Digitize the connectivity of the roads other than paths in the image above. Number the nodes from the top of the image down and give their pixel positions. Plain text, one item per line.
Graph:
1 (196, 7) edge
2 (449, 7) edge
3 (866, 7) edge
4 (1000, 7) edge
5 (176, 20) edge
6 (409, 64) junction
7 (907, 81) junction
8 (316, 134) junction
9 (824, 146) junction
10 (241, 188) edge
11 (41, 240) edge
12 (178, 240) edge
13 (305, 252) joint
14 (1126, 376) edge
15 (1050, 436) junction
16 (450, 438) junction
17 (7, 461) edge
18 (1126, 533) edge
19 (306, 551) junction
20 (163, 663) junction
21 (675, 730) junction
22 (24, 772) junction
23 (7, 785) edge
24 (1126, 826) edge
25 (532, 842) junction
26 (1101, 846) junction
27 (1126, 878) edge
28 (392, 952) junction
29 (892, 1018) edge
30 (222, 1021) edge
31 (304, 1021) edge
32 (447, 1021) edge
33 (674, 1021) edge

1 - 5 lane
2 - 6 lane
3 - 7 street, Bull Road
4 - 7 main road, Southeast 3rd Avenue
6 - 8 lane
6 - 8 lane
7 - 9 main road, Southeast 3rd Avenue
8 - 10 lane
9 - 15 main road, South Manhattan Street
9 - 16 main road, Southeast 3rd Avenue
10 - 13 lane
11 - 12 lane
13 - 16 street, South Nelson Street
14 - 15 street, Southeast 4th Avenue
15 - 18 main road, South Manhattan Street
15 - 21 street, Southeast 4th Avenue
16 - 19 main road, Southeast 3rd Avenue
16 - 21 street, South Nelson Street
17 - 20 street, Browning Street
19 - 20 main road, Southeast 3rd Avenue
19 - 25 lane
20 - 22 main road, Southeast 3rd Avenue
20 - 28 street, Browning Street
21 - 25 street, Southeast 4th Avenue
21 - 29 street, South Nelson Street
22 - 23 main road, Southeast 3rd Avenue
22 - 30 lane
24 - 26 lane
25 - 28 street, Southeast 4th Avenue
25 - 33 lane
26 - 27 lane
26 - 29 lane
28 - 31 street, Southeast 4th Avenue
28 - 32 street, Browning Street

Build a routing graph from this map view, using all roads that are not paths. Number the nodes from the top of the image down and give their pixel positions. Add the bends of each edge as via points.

^^^^^^^^^^^^^^^^

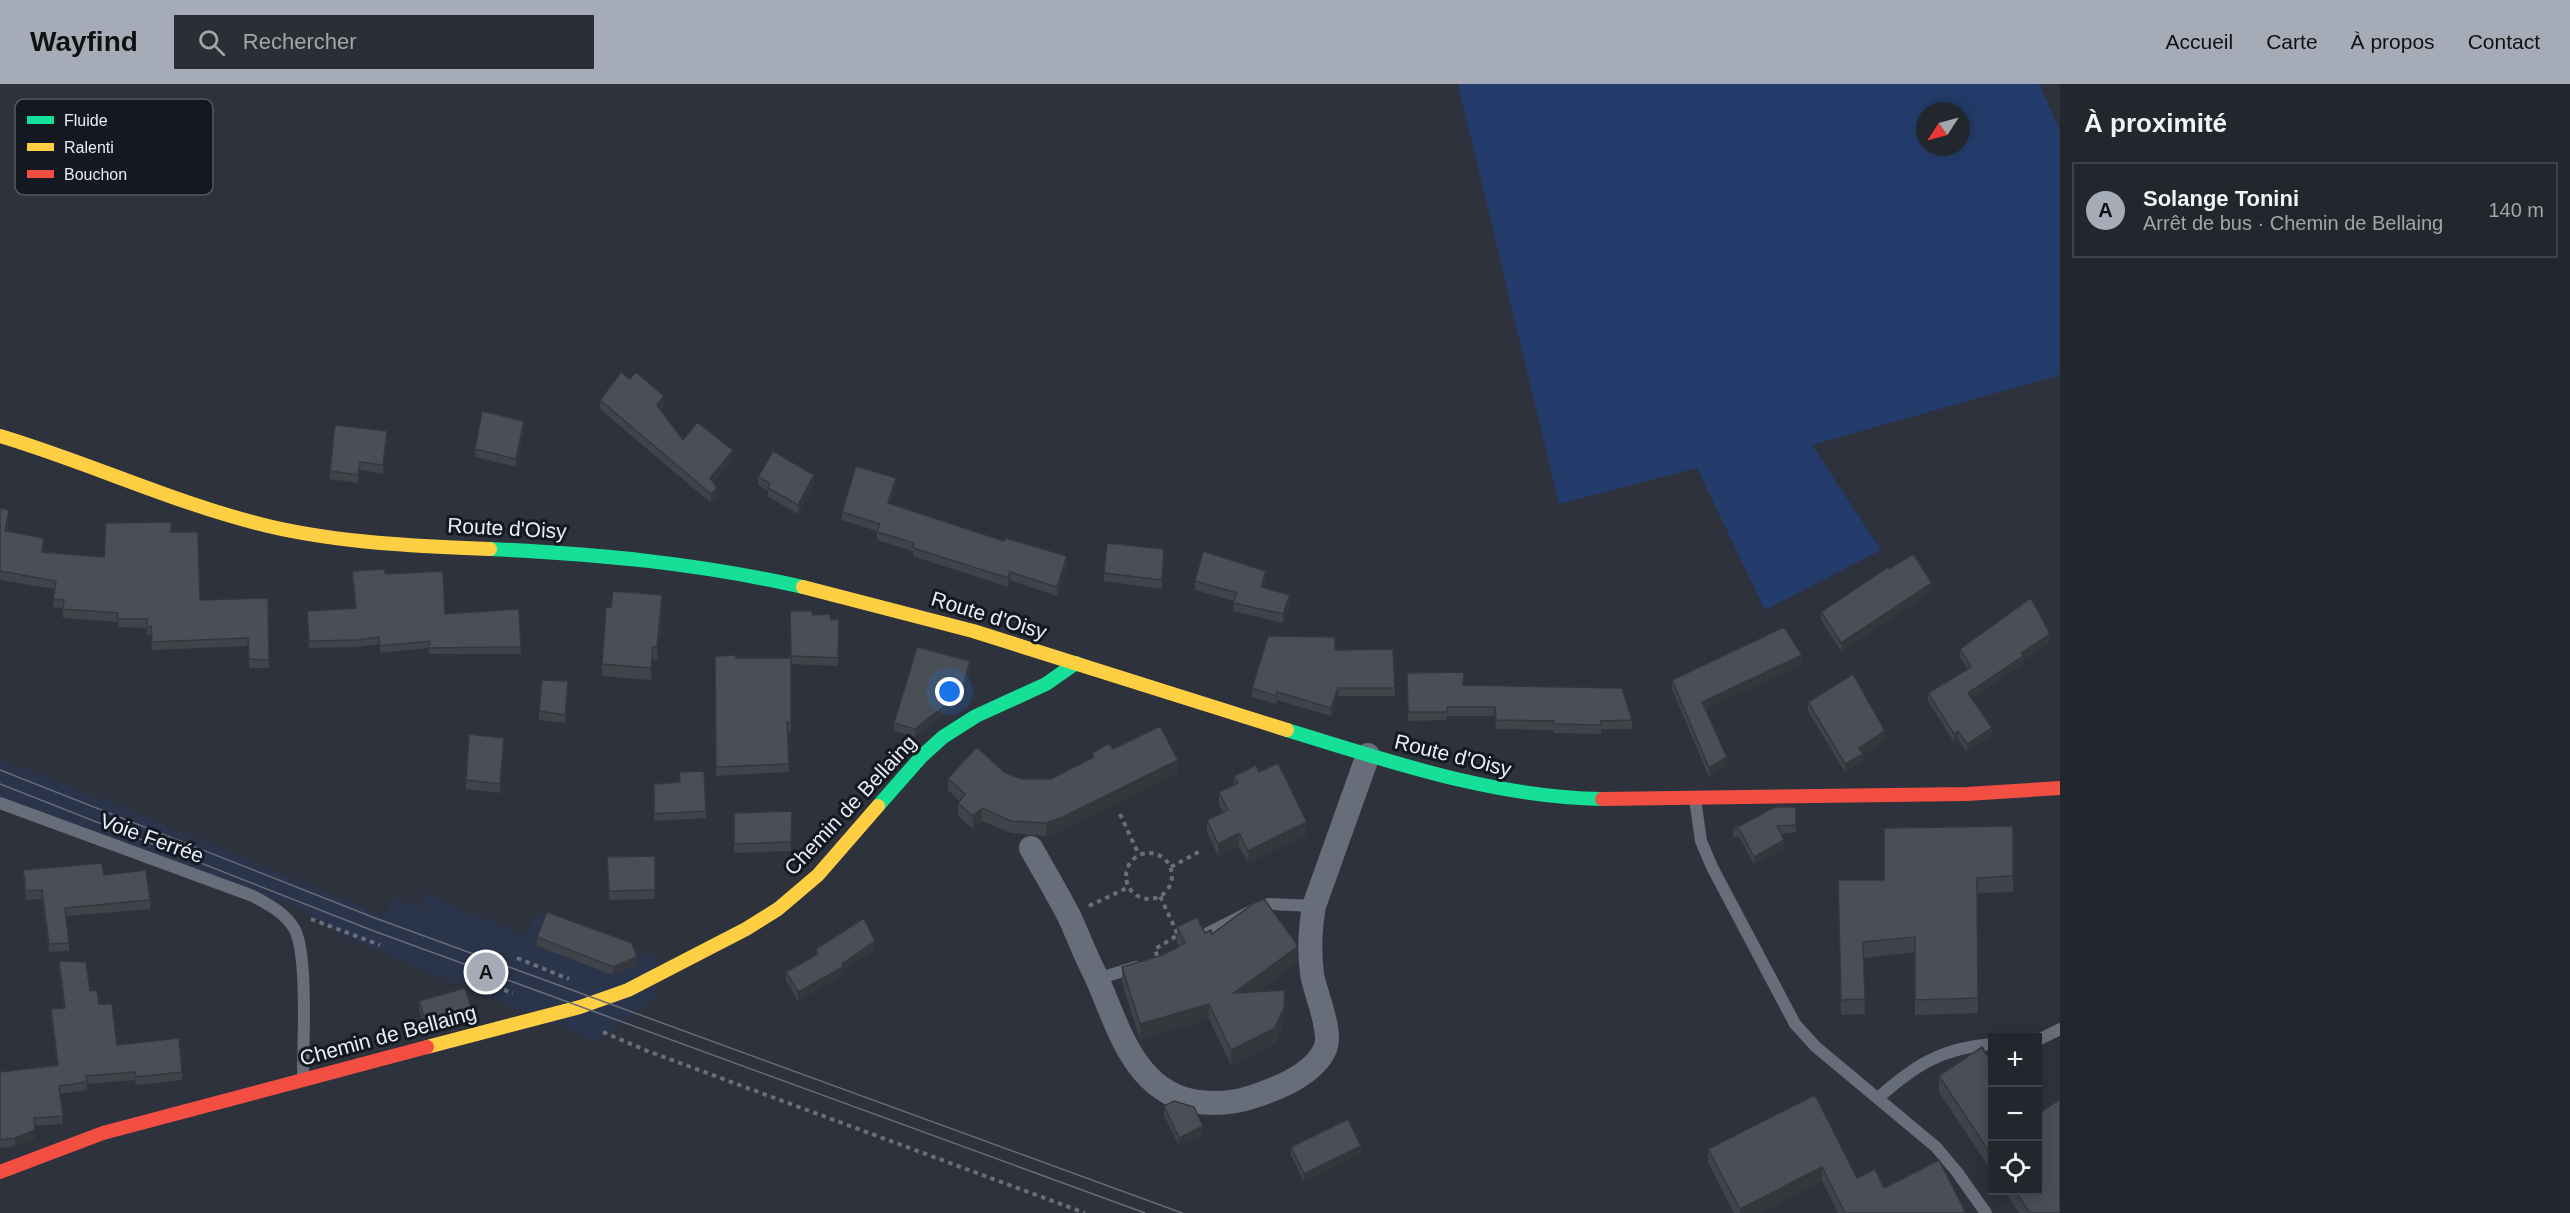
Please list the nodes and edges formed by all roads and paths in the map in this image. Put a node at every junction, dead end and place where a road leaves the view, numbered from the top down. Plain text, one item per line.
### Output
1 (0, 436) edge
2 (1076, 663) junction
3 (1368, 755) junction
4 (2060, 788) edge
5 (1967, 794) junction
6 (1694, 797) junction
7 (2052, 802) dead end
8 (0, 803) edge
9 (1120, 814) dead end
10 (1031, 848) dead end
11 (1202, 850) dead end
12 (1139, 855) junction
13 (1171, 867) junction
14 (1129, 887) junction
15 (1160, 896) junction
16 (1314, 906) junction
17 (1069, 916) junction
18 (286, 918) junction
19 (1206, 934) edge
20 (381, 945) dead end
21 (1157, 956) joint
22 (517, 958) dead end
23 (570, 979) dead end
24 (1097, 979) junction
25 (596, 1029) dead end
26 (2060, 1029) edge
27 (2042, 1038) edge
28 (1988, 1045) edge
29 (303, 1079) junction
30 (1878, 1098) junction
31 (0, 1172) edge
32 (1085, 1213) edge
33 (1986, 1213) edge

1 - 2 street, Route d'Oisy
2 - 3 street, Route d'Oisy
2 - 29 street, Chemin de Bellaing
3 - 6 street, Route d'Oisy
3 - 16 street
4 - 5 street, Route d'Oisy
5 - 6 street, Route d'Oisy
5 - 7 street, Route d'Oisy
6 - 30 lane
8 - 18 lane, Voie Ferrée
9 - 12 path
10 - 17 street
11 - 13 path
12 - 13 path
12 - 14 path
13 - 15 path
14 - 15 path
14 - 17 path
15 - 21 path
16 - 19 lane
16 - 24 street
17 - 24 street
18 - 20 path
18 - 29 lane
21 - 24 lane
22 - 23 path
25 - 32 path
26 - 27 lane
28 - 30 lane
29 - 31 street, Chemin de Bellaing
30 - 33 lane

^^^^^^^^^^^^^^^^

(What you will do): Search the listing for "Plain" and show every line where it occurs.

(Output for this task):
Digitize the connectivity of the roads other than paths in the image above. Number the nodes from the top of the image down and give their pixel positions. Plain text, one item per line.
Please list the nodes and edges formed by all roads and paths in the map in this image. Put a node at every junction, dead end and place where a road leaves the view, numbered from the top down. Plain text, one item per line.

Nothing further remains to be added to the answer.